Saving the Senator
New tenant’s renovation of historic theater nearly complete
A Chico landmark is getting another lease on life—and this time the person in charge is sure it will really happen.
Damon Fadale, a 34-year-old builder/developer, has signed a two-year lease on the historic Senator Theater and said he is a month away from completing renovations.
Fadale said he approached Eric Hart, who’s owned the building since 2000, after seeing deals with the nonprofit Right Now Foundation and later a church group fall through.
Fadale is confident the project will be “100 percent complete” in time for grand opening performances on April 30. The Senator sign was scheduled to be returned on Friday and the marquee and famous tower, which was removed and stored in a city yard in 1999, are expected to follow.

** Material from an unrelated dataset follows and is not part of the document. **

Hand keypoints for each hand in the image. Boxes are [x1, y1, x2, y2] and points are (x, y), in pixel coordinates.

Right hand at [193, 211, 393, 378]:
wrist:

“We’ll probably be one of the biggest concert venues between Sacramento and Redding,” he said. The downtown theater has about 1,000 seats and has been opened up to expose the balcony area. The first few rows could be removable, allowing for a dance floor.
Schools, churches and the city would be allowed to use the facility for free, while nonprofits could get a discounted rate, Fadale said.

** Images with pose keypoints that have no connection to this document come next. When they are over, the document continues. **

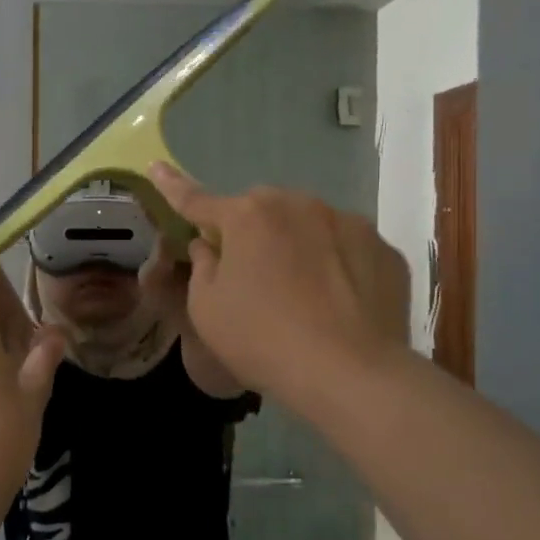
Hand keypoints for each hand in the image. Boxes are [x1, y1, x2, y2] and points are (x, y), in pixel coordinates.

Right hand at [147, 163, 410, 405]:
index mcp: (248, 216)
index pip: (199, 200)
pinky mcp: (384, 250)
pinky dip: (337, 266)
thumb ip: (202, 266)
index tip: (155, 166)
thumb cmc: (262, 339)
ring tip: (302, 294)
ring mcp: (349, 223)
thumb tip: (210, 245)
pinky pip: (347, 249)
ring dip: (297, 245)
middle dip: (251, 231)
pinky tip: (338, 303)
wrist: (350, 373)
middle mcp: (299, 205)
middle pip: (262, 211)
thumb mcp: (206, 308)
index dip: (173, 187)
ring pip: (309, 225)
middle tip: (250, 275)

But he expects the bread-and-butter of the operation will be rock acts.
DNA, the music promoter who had leased the Senator and undertaken renovations three years ago, had assembled a group of historically minded volunteers who hoped to see the 1927 theater restored and used as a community arts center.
DNA said that if that goal is achieved he’s happy no matter who does it. “It’s obvious to anyone who was involved with our project that nobody would have been able to come in and do anything if we hadn’t done all the preliminary work,” he said. “If the building had remained abandoned to this point, the water, fire and vandalism would have desecrated it so much that we would not be having this conversation about a new tenant.”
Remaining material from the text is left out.